The ICO notes that examples of appropriate standards may include ISO/IEC 27001 on information security management systems and ISO/IEC 22301 on business continuity management systems, as well as any other related standards.

OESs

OESs are subject to similar requirements as RDSPs in that they must also take appropriate and proportionate technical and organisational measures to manage risks posed to the security of the network and information systems on which their essential service relies, and subject to guidance from the relevant competent authority (which, as noted in 1.3 Cybersecurity Regulations (NIS Regulations), is on a sector-specific basis).

Under the NIS Regulations, different incident reporting obligations apply to OESs and RDSPs respectively.

For OESs, cybersecurity event notification is required when any incident has a “significant impact” on the continuity of the essential service that the OES provides. Determining this requires a fact-specific analysis of the number of users affected by the disruption of the service, the duration of the incident, and the geographical area affected by the incident, as well as any other relevant guidance issued by their designated “competent authority”.

For RDSPs, notification is required where there will be a “substantial impact” on the provision of any relevant service. As from 12 January 2022, the ICO (which is the lead regulator for RDSPs) must be notified by an RDSP where there is an incident that has a substantial impact on the provision of any digital services, including online marketplaces, online search engines and cloud computing services. It should be noted that, in comparison with the UK GDPR, notifiable incidents under the NIS Regulations need not always involve personal data – that is, cybersecurity incidents that do not involve personal data (such as cyber-attacks on industrial control systems) could be notifiable under the NIS Regulations, but would not be notifiable under the UK GDPR if they do not involve personal data.
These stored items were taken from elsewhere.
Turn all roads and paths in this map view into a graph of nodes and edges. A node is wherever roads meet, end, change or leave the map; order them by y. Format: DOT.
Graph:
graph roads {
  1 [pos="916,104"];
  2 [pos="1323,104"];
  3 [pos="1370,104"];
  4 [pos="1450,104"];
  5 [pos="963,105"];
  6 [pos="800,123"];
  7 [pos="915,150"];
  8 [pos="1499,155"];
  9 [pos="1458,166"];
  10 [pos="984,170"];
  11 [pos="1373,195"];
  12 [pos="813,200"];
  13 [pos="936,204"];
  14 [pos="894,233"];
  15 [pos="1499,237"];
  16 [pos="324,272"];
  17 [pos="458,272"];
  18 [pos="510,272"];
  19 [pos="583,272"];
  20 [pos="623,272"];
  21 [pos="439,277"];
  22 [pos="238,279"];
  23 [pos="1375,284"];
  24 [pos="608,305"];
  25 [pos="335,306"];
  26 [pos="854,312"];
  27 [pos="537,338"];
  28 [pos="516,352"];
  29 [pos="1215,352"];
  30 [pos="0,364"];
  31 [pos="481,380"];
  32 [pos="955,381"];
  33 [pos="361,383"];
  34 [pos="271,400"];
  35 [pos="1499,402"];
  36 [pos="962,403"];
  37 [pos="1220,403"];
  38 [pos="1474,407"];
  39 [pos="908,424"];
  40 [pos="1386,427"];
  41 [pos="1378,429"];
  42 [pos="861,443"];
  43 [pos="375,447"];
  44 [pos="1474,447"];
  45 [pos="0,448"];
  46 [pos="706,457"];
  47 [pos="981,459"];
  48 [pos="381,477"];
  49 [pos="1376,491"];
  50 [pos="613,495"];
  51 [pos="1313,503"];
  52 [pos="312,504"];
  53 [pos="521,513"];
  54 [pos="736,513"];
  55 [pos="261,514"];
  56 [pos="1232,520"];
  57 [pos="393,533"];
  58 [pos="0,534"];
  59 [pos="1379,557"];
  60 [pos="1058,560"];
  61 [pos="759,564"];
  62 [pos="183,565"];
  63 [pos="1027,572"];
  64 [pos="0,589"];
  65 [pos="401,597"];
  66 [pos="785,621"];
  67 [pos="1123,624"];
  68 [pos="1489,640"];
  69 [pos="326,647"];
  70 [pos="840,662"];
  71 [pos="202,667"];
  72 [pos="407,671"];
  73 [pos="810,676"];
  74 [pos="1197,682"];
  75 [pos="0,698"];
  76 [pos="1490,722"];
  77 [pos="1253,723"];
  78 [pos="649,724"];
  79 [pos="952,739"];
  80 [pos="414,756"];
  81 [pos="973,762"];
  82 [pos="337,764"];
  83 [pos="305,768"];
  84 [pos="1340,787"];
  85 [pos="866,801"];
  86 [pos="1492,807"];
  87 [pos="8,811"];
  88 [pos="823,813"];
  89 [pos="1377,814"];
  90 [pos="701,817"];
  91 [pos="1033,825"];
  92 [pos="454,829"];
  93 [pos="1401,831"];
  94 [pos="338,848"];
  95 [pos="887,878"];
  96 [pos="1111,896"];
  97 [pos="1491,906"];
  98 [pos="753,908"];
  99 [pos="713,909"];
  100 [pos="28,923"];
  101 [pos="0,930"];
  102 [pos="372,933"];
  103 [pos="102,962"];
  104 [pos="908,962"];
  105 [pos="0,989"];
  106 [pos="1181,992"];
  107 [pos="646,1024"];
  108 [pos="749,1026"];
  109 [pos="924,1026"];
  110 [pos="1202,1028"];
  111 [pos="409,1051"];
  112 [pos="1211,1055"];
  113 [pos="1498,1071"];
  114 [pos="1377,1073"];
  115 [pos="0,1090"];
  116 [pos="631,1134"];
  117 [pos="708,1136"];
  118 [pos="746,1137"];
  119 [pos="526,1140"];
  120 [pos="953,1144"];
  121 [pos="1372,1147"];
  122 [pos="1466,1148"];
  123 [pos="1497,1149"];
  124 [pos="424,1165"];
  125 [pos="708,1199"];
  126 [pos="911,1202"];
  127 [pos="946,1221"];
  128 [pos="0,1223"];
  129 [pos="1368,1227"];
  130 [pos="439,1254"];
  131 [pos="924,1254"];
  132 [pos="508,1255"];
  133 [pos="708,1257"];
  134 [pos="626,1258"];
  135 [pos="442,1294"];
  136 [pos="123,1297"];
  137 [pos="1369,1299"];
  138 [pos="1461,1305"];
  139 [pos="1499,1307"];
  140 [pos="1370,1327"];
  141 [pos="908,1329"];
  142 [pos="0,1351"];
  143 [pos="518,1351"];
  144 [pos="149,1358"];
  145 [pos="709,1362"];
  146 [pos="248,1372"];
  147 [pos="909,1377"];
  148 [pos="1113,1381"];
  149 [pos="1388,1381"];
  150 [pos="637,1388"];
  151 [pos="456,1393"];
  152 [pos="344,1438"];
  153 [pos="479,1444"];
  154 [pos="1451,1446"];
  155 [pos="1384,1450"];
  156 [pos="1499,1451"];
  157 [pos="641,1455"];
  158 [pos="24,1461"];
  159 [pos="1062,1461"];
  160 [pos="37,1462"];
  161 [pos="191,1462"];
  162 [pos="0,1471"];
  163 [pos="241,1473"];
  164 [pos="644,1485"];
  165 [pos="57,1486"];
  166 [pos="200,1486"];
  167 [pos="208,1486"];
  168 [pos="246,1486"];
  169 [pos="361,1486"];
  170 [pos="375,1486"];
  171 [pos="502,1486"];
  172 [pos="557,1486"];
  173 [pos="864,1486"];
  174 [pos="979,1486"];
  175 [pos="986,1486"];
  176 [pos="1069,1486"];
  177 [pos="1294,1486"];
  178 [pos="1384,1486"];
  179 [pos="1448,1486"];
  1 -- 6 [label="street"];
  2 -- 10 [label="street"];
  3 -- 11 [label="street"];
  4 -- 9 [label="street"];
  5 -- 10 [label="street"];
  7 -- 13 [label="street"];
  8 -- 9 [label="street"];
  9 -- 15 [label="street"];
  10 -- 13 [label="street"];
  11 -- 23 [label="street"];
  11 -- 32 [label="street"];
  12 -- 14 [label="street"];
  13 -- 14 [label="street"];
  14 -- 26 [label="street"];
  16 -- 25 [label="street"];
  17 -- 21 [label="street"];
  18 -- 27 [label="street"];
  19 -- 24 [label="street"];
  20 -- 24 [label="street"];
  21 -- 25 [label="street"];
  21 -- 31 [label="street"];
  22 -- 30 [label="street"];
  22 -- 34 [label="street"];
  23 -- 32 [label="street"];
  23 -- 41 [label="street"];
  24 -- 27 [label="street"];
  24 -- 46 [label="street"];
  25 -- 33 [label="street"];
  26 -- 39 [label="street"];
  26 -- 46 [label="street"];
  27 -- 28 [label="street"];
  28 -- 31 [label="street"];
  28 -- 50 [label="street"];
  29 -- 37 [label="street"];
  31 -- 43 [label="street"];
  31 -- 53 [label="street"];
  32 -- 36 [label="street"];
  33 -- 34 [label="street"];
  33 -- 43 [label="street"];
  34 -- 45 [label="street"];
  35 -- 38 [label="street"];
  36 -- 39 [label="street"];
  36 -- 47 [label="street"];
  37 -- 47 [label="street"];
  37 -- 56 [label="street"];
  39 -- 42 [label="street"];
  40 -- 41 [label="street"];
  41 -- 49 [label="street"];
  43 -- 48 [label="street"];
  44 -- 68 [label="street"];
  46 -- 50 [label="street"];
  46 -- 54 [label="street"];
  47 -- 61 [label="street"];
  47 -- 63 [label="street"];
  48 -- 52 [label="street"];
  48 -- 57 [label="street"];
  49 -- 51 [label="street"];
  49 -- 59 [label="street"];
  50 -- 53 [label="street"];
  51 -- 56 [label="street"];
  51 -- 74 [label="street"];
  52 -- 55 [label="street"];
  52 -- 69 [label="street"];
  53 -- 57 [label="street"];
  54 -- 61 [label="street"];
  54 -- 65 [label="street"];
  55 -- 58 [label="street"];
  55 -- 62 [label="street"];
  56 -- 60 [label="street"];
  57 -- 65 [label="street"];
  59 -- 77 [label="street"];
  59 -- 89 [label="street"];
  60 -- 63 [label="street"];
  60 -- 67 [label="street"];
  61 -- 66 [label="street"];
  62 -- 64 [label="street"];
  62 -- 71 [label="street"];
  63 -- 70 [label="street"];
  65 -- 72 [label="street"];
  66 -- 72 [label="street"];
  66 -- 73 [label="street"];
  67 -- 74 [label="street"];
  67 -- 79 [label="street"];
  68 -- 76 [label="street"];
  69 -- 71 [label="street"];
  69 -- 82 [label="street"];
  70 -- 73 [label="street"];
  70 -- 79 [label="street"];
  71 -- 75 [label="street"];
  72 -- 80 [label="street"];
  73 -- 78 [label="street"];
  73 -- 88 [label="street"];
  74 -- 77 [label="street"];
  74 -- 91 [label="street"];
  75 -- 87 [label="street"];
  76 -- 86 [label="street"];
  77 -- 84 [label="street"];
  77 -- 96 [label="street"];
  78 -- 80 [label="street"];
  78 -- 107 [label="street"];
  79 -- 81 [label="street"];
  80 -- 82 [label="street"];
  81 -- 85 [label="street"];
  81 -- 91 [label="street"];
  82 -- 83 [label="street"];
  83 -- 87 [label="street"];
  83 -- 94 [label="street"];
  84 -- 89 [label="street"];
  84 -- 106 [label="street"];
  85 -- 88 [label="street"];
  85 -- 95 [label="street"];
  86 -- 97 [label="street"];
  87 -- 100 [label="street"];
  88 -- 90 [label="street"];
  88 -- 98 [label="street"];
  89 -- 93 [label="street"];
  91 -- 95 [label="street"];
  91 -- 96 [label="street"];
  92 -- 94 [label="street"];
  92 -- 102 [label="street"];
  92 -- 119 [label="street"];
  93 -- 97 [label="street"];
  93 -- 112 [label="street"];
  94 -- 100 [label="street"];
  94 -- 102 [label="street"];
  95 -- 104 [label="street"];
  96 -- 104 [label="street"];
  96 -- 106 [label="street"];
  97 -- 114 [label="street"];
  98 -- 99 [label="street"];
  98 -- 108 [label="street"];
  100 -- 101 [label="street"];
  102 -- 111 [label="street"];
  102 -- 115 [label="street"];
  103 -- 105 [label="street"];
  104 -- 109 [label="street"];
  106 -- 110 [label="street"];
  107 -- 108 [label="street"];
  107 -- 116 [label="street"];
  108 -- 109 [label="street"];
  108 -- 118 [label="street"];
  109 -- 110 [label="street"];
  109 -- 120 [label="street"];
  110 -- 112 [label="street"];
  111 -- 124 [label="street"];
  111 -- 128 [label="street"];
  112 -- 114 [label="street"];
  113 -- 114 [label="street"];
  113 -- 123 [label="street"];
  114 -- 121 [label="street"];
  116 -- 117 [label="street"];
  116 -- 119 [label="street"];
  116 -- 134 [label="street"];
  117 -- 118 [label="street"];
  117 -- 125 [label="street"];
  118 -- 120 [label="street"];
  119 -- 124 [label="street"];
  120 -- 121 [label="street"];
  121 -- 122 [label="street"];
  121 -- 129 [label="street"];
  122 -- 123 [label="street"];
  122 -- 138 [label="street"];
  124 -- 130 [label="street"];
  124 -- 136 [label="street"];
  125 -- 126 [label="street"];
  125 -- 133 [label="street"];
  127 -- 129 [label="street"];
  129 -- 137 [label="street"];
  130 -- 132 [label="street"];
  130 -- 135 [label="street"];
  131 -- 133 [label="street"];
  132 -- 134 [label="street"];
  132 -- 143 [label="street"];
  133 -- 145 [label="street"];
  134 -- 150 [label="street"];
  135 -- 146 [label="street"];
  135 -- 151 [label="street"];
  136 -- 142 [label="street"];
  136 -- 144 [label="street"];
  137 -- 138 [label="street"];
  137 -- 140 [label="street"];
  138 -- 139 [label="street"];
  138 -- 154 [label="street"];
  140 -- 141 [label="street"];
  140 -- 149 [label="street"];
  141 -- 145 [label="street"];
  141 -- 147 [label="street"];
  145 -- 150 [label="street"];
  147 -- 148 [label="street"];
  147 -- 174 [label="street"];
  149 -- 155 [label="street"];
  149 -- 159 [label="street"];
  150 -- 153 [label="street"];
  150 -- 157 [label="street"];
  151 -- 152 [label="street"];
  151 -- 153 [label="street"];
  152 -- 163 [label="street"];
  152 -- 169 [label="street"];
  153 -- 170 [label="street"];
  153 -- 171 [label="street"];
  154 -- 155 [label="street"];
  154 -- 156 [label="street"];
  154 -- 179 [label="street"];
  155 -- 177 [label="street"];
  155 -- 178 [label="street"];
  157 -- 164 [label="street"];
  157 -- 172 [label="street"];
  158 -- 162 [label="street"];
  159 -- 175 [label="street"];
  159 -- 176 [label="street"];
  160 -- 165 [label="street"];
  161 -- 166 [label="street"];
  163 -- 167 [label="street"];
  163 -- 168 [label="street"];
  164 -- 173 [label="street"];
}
Under the NIS Regulations, as with the UK GDPR, OESs and RDSPs must notify their relevant competent authority and the ICO respectively of an incident “without undue delay” and, in any event, no later than 72 hours after the OES or RDSP (as applicable) becomes aware of the incident.

The NIS Regulations require that OESs and RDSPs adopt “appropriate and proportionate” technical and organisational security measures, as well as “appropriate” measures to prevent and minimise the impact of incidents affecting those systems (taking into account the state of the art), so as to ensure the continuity of the essential services that the OES provides. Although serious incidents must be reported under the NIS Regulations, the ICO has also explained that software vulnerabilities – ie, weaknesses in a system that can be exploited by an attacker – may also need to be reported, as per the “additional information” required in the ICO’s NIS reporting form.

This not applicable in the UK.

In the UK, operational resilience in the financial sector is primarily addressed by the FCA, the Prudential Regulatory Authority (PRA) and the Bank of England in their rules and guidance on requirements to strengthen operational resilience in the financial services sector ‒ for example, the FCA’s rules on operational resilience under Chapter 15A of its Senior Management Arrangements, Systems and Controls Sourcebook and the PRA’s supervisory statement “Operational resilience: Impact tolerances for important business services” (SS1/21) (collectively, the “Operational Resilience Requirements”), which were published on 31 March 2022 and address how firms identify, map, test and enhance their important business services to withstand disruptions. The requirements for UK firms to have performed mapping and testing so that they are able to remain within impact tolerances for each important business service are required to be in place by no later than 31 March 2025. The rules are intended to align closely (albeit not entirely) with international standards and other regimes, such as the EU’s Digital and Operational Resilience Act (DORA).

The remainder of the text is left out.